特瑞普利单抗联合经支气管动脉化疗栓塞和调强放疗对晚期肺癌的效果评价

Efficacy of toripalimab combined with bronchial arterial chemoembolization and intensity-modulated radiotherapy in advanced lung cancer

  • 摘要:
    目的 观察特瑞普利单抗联合经支气管动脉化疗栓塞(BACE)和调强放疗(IMRT)治疗晚期肺癌的临床效果。
    方法 选取四川省广元市第一人民医院收治的104例细胞表达程序性死亡受体配体1(PD-L1)阳性驱动基因阴性的ⅢB~Ⅳ期非小细胞肺癌(NSCLC)患者进行前瞻性、单臂试验,均予以特瑞普利单抗联合BACE和IMRT治疗。观察患者临床疗效、症状体征改善时间、肿瘤标志物癌胚抗原(CEA)、糖类抗原199(CA199)、细胞角蛋白19片段抗原21-1(CYFRA21-1)、神经元特异性烯醇化酶(NSE)、T淋巴细胞亚群(CD3+、CD4+、CD4+/CD8+)水平变化, 统计生存状况及不良反应发生情况。
    结果 102例患者中,客观有效率为75.49%, 疾病控制率为90.20%, 生存率为68.63%, 12个月无进展生存率为62.75%。任意级别不良反应发生率为72.55%。

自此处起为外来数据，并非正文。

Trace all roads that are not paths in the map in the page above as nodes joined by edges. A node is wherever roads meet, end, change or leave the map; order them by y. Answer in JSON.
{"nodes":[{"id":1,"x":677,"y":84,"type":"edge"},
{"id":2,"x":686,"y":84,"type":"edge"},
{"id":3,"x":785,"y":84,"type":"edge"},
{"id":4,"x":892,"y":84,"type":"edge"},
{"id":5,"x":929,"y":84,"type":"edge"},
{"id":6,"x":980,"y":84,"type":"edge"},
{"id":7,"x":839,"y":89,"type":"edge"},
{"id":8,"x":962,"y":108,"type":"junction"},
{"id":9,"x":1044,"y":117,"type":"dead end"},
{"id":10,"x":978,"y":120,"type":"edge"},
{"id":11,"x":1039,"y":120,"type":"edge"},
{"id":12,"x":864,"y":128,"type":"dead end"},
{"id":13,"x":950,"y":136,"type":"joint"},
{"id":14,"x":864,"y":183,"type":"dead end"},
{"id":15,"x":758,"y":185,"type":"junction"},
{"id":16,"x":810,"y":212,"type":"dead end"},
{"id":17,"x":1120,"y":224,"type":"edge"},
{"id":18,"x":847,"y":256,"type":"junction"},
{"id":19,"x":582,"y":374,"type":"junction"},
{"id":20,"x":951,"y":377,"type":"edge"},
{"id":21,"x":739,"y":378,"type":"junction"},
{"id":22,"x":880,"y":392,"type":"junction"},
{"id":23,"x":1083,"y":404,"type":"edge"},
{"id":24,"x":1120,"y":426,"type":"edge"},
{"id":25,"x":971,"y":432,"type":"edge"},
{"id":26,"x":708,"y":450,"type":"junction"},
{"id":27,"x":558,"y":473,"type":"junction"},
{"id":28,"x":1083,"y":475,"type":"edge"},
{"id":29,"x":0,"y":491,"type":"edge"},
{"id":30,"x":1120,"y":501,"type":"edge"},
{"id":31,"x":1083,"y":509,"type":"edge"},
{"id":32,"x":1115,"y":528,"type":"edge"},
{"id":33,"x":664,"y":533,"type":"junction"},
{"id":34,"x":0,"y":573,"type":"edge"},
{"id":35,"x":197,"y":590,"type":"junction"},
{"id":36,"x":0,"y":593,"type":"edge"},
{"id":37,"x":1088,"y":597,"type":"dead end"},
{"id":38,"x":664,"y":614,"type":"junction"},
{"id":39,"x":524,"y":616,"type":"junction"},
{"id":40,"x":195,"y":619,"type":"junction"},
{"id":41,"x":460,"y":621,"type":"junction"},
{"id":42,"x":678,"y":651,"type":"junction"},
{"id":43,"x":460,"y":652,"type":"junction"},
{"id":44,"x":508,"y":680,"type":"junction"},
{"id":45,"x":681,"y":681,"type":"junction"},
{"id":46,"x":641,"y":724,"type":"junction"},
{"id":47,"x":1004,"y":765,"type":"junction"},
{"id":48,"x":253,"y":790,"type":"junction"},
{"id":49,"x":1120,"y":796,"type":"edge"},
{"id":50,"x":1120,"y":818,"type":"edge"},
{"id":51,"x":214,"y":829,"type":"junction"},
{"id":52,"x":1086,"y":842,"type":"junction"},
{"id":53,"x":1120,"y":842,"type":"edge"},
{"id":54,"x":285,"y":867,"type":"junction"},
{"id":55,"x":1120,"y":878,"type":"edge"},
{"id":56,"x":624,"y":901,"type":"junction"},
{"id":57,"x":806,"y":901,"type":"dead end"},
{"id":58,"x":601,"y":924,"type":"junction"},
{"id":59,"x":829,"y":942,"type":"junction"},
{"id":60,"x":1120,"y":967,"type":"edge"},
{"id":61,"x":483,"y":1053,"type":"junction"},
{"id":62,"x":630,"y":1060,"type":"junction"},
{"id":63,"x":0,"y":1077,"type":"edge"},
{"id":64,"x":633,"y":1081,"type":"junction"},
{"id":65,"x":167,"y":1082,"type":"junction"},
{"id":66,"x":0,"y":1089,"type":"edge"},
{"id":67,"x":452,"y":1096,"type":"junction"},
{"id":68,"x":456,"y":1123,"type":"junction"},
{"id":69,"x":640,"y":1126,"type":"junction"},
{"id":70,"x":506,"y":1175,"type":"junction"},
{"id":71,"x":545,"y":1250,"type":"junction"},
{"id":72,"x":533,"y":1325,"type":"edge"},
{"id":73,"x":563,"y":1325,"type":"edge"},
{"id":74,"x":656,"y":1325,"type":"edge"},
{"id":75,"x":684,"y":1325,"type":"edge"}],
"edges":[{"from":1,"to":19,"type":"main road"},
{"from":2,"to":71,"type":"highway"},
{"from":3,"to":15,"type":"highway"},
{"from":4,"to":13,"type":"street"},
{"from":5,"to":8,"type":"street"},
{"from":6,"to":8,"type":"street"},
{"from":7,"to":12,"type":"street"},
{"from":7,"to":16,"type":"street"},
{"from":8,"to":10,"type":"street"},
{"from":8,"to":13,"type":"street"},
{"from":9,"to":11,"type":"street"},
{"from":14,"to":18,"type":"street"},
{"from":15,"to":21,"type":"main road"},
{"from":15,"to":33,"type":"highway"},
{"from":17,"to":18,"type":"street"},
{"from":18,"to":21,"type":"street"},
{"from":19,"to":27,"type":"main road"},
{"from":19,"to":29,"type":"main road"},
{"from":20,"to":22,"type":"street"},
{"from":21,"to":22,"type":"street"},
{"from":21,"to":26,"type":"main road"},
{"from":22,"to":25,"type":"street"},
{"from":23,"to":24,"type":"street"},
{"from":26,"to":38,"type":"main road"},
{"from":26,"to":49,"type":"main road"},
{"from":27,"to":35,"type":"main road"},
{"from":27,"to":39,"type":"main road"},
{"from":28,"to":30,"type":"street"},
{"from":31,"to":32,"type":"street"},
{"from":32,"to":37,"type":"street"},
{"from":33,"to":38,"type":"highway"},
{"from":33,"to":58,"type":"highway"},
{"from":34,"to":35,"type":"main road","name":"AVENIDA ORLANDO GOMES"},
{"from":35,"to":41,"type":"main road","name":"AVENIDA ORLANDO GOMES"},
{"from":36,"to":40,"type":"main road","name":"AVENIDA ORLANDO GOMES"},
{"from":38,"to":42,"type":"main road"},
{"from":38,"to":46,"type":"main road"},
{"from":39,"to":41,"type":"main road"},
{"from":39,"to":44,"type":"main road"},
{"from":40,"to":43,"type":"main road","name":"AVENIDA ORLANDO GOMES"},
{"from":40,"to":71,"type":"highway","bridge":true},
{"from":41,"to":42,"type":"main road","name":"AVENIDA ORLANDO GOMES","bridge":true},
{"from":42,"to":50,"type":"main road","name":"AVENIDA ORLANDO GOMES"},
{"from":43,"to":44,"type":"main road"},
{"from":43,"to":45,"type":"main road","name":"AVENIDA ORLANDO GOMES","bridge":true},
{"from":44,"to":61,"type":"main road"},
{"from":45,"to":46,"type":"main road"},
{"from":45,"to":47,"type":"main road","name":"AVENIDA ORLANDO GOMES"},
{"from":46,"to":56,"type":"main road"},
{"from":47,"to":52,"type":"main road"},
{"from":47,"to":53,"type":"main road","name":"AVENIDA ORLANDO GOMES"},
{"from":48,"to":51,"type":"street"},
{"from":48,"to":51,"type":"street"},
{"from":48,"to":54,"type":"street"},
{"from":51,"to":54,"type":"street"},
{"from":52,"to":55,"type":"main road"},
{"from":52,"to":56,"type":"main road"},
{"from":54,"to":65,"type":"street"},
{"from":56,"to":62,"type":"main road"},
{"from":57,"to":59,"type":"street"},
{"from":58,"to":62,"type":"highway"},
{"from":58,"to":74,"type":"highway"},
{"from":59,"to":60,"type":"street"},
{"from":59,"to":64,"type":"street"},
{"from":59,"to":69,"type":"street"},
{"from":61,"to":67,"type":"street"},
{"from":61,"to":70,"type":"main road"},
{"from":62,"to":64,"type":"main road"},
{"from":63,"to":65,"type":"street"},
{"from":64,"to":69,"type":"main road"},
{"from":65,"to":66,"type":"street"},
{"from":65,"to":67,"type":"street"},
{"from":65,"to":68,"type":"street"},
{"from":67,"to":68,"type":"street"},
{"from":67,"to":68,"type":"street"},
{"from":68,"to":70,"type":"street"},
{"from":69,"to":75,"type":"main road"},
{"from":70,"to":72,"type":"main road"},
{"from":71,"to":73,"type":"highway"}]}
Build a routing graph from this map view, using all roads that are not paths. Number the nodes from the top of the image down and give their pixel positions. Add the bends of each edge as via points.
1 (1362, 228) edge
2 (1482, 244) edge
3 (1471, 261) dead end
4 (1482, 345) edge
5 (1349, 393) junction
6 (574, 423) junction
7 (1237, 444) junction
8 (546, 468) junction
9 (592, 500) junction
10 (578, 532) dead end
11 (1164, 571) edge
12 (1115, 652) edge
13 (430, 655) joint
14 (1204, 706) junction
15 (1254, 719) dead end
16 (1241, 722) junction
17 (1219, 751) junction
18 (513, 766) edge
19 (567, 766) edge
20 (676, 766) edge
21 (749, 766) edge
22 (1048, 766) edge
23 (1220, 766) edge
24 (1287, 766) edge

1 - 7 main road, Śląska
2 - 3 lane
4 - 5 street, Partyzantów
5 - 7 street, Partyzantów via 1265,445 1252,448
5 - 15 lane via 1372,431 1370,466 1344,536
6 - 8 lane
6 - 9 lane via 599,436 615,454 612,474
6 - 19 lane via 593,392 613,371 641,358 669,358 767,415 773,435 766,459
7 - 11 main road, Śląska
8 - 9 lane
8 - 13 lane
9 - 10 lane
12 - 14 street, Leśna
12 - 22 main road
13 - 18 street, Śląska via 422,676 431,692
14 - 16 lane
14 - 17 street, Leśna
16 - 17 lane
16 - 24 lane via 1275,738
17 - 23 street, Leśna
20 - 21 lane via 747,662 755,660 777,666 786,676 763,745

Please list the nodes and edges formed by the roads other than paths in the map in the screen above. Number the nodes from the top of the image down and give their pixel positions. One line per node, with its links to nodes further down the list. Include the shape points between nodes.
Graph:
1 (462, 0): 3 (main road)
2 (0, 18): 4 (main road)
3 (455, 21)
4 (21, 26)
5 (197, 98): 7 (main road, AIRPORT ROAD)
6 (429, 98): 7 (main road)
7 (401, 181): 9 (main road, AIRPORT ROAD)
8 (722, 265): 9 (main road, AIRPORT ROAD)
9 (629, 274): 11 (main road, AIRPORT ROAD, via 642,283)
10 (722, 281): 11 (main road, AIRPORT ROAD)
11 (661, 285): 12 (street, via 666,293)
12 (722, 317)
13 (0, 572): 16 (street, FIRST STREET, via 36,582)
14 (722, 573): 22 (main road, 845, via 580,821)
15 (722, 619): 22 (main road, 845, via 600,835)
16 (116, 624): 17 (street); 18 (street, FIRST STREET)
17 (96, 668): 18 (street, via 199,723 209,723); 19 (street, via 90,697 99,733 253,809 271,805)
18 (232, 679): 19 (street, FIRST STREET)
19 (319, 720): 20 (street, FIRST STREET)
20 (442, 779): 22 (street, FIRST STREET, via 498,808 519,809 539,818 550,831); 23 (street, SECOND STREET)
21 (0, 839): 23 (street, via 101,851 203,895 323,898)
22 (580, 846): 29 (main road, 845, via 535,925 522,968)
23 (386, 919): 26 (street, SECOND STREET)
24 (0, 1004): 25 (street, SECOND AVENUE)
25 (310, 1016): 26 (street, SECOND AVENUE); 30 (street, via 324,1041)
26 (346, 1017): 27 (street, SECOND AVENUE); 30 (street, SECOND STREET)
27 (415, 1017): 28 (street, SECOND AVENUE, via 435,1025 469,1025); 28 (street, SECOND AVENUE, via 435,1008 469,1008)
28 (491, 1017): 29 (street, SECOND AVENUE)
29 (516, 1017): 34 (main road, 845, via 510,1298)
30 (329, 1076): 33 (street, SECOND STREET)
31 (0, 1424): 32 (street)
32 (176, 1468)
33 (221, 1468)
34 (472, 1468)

BACE后、IMRT后、单抗治疗后, CEA、CYFRA21-1、CA199、NSE水平均低于治疗前,且单抗治疗后CEA、CYFRA21-1、CA199、NSE均低于BACE后、IMRT后,差异有统计学意义(P < 0.05); BACE后、IMRT后、单抗治疗后, CD3+、CD4+、CD4+/CD8+均低于治疗前, 但单抗治疗后CD3+、CD4+、CD4+/CD8+高于BACE后、IMRT后, 差异有统计学意义(P < 0.05)。
    结论 特瑞普利单抗联合BACE与IMRT治疗PD-L1阳性驱动基因阴性的ⅢB~Ⅳ期NSCLC患者疗效显著,且耐受性较好,可作为不可切除放化疗后免疫巩固治疗优选方案。

     

    Abstract:
    Objective To observe the clinical efficacy of toripalimab combined with bronchial arterial chemoembolization (BACE) and intensity-modulated radiotherapy (IMRT) in advanced lung cancer.
    Methods A prospective single-arm trial was conducted in 104 patients with programmed death-ligand 1 (PD-L1)-positive, driver gene-negative non-small cell lung cancer (NSCLC) in stages of ⅢB to Ⅳ admitted to the First People's Hospital of Guangyuan City of Sichuan Province. All patients received toripalimab combined with BACE and IMRT. Clinical efficacy, symptom improvement time, tumor biomarker levels carcinoembryonic antigen (CEA), carbohydrate antigen 199 (CA199), cytokeratin 19 fragment (CYFRA21-1), neuron-specific enolase (NSE), T-lymphocyte subsets (CD3+, CD4+, CD4+/CD8+), survival outcomes, and adverse events were analyzed.
    Results Among 102 patients, the objective response rate (ORR) was 75.49%, disease control rate (DCR) was 90.20%, survival rate was 68.63%, and 12-month progression-free survival rate was 62.75%. The overall incidence of adverse events of any grade was 72.55%. Post-BACE, post-IMRT, and post-toripalimab treatment levels of CEA, CYFRA21-1, CA199, and NSE were significantly lower than baseline data (P < 0.05), with the lowest levels observed after toripalimab treatment compared to post-BACE and post-IMRT (P < 0.05). CD3+, CD4+, and CD4+/CD8+ decreased after BACE, IMRT and toripalimab therapy, but they were increased following toripalimab therapy compared with the other two therapies (P < 0.05).
    Conclusion Toripalimab combined with BACE and IMRT demonstrates significant clinical efficacy and acceptable tolerability in PD-L1-positive, driver gene-negative NSCLC in stages of ⅢB to Ⅳ, serving as a preferred consolidation regimen after unresectable chemoradiotherapy.